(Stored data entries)
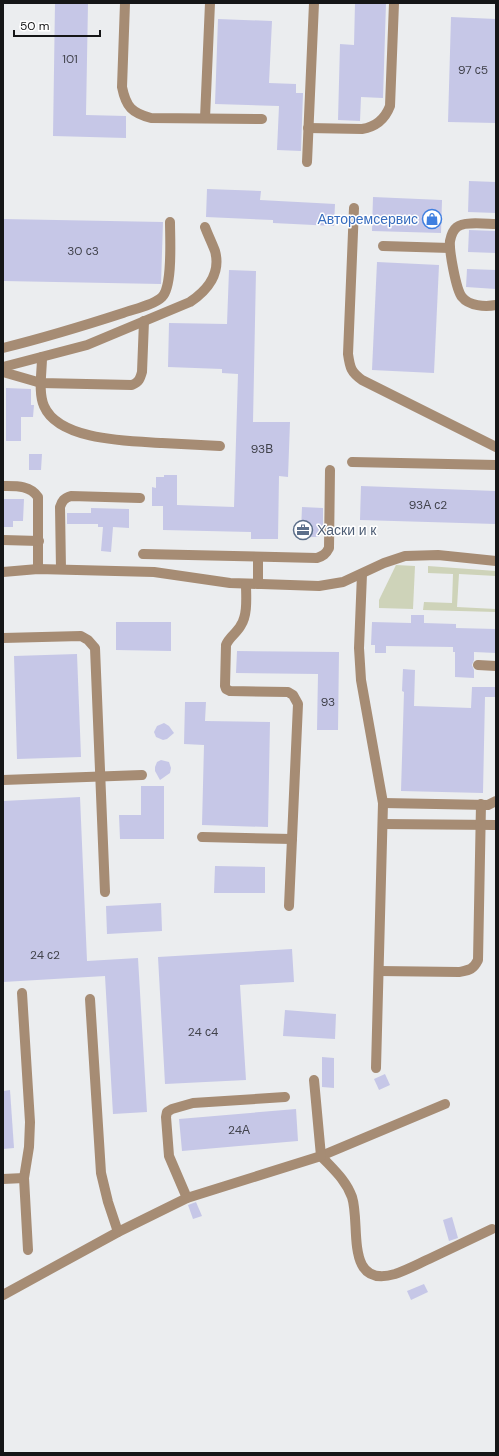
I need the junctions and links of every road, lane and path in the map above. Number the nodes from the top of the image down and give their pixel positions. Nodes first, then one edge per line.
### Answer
1 (125, 3) edge
2 (210, 3) edge
3 (314, 3) edge
4 (394, 3) edge
5 (205, 118) junction
6 (262, 119) dead end
7 (308, 128) junction
8 (307, 162) dead end
9 (354, 208) dead end
10 (170, 222) dead end
11 (496, 224) edge
12 (205, 227) dead end
13 (383, 246) dead end
14 (450, 248) junction
15 (496, 305) edge
16 (144, 321) junction
17 (3, 348) edge
18 (42, 357) junction
19 (3, 367) edge
20 (3, 372) edge
21 (41, 383) junction
22 (220, 446) dead end
23 (496, 447) edge
24 (352, 462) dead end
25 (496, 465) edge
26 (330, 470) dead end
27 (3, 486) edge
28 (140, 498) dead end
29 (3, 540) edge
30 (39, 541) junction
31 (143, 554) dead end
32 (258, 557) junction
33 (496, 561) edge
34 (38, 569) junction
35 (61, 569) junction
36 (3, 572) edge
37 (362, 574) junction
38 (246, 584) junction
39 (258, 584) junction
40 (3, 638) edge
41 (478, 665) dead end
42 (496, 666) edge
43 (142, 775) dead end
44 (100, 776) junction
45 (3, 780) edge
46 (496, 801) edge
47 (383, 803) junction
48 (481, 804) junction
49 (383, 824) junction
50 (480, 824) junction
51 (496, 825) edge
52 (202, 837) dead end
53 (292, 839) junction
54 (104, 892) dead end
55 (289, 906) dead end
56 (379, 971) junction
57 (22, 993) dead end
58 (90, 999) dead end
59 (376, 1068) dead end
60 (314, 1080) dead end
61 (285, 1097) dead end
62 (445, 1104) dead end
63 (321, 1156) junction
64 (24, 1178) junction
65 (3, 1179) edge
66 (187, 1198) junction
67 (492, 1229) dead end
68 (118, 1232) junction
69 (28, 1250) dead end
70 (3, 1295) edge

1 - 5 street
2 - 5 street
3 - 7 street
4 - 7 street
5 - 6 street
7 - 8 street
9 - 23 street
10 - 17 street
11 - 14 street
12 - 16 street
13 - 14 street
14 - 15 street
16 - 18 street
16 - 21 street
18 - 19 street
18 - 21 street
20 - 21 street
21 - 22 street
24 - 25 street
26 - 32 street
27 - 30 street
28 - 35 street
29 - 30 street
30 - 34 street
31 - 32 street
32 - 39 street
33 - 37 street
34 - 35 street
34 - 36 street
35 - 38 street
37 - 39 street
37 - 47 street
38 - 39 street
38 - 53 street
40 - 44 street
41 - 42 street
43 - 44 street
44 - 45 street
44 - 54 street
46 - 48 street
47 - 48 street
47 - 49 street
48 - 50 street
49 - 50 street
49 - 56 street
50 - 51 street
50 - 56 street
52 - 53 street
53 - 55 street
56 - 59 street
57 - 64 street
58 - 68 street
60 - 63 street
61 - 66 street
62 - 63 street
63 - 66 street
63 - 67 street
64 - 65 street
64 - 69 street
66 - 68 street
68 - 70 street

- _Assigned task_:
All entries must be output unchanged, with every picture omitted.

- _Your solution_:
I need the junctions and links of every road, lane and path in the map above. Number the nodes from the top of the image down and give their pixel positions. Nodes first, then one edge per line.
### Answer
1 (125, 3) edge
2 (210, 3) edge
3 (314, 3) edge
4 (394, 3) edge
5 (205, 118) junction
6 (262, 119) dead end
7 (308, 128) junction
8 (307, 162) dead end
9 (354, 208) dead end
10 (170, 222) dead end
11 (496, 224) edge
12 (205, 227) dead end
13 (383, 246) dead end
14 (450, 248) junction
15 (496, 305) edge
16 (144, 321) junction
17 (3, 348) edge
18 (42, 357) junction
19 (3, 367) edge
20 (3, 372) edge
21 (41, 383) junction
22 (220, 446) dead end
23 (496, 447) edge
24 (352, 462) dead end
25 (496, 465) edge
26 (330, 470) dead end
27 (3, 486) edge
28 (140, 498) dead end
29 (3, 540) edge
30 (39, 541) junction
31 (143, 554) dead end
32 (258, 557) junction
33 (496, 561) edge
34 (38, 569) junction
35 (61, 569) junction
36 (3, 572) edge
37 (362, 574) junction
38 (246, 584) junction
39 (258, 584) junction
40 (3, 638) edge
41 (478, 665) dead end
42 (496, 666) edge
43 (142, 775) dead end
44 (100, 776) junction
45 (3, 780) edge
46 (496, 801) edge
47 (383, 803) junction
48 (481, 804) junction
49 (383, 824) junction
50 (480, 824) junction
51 (496, 825) edge
52 (202, 837) dead end
53 (292, 839) junction
54 (104, 892) dead end
55 (289, 906) dead end
56 (379, 971) junction
57 (22, 993) dead end
58 (90, 999) dead end
59 (376, 1068) dead end
60 (314, 1080) dead end
61 (285, 1097) dead end
62 (445, 1104) dead end
63 (321, 1156) junction
64 (24, 1178) junction
65 (3, 1179) edge
66 (187, 1198) junction
67 (492, 1229) dead end
68 (118, 1232) junction
69 (28, 1250) dead end
70 (3, 1295) edge

1 - 5 street
2 - 5 street
3 - 7 street
4 - 7 street
5 - 6 street
7 - 8 street
9 - 23 street
10 - 17 street
11 - 14 street
12 - 16 street
13 - 14 street
14 - 15 street
16 - 18 street
16 - 21 street
18 - 19 street
18 - 21 street
20 - 21 street
21 - 22 street
24 - 25 street
26 - 32 street
27 - 30 street
28 - 35 street
29 - 30 street
30 - 34 street
31 - 32 street
32 - 39 street
33 - 37 street
34 - 35 street
34 - 36 street
35 - 38 street
37 - 39 street
37 - 47 street
38 - 39 street
38 - 53 street
40 - 44 street
41 - 42 street
43 - 44 street
44 - 45 street
44 - 54 street
46 - 48 street
47 - 48 street
47 - 49 street
48 - 50 street
49 - 50 street
49 - 56 street
50 - 51 street
50 - 56 street
52 - 53 street
53 - 55 street
56 - 59 street
57 - 64 street
58 - 68 street
60 - 63 street
61 - 66 street
62 - 63 street
63 - 66 street
63 - 67 street
64 - 65 street
64 - 69 street
66 - 68 street
68 - 70 street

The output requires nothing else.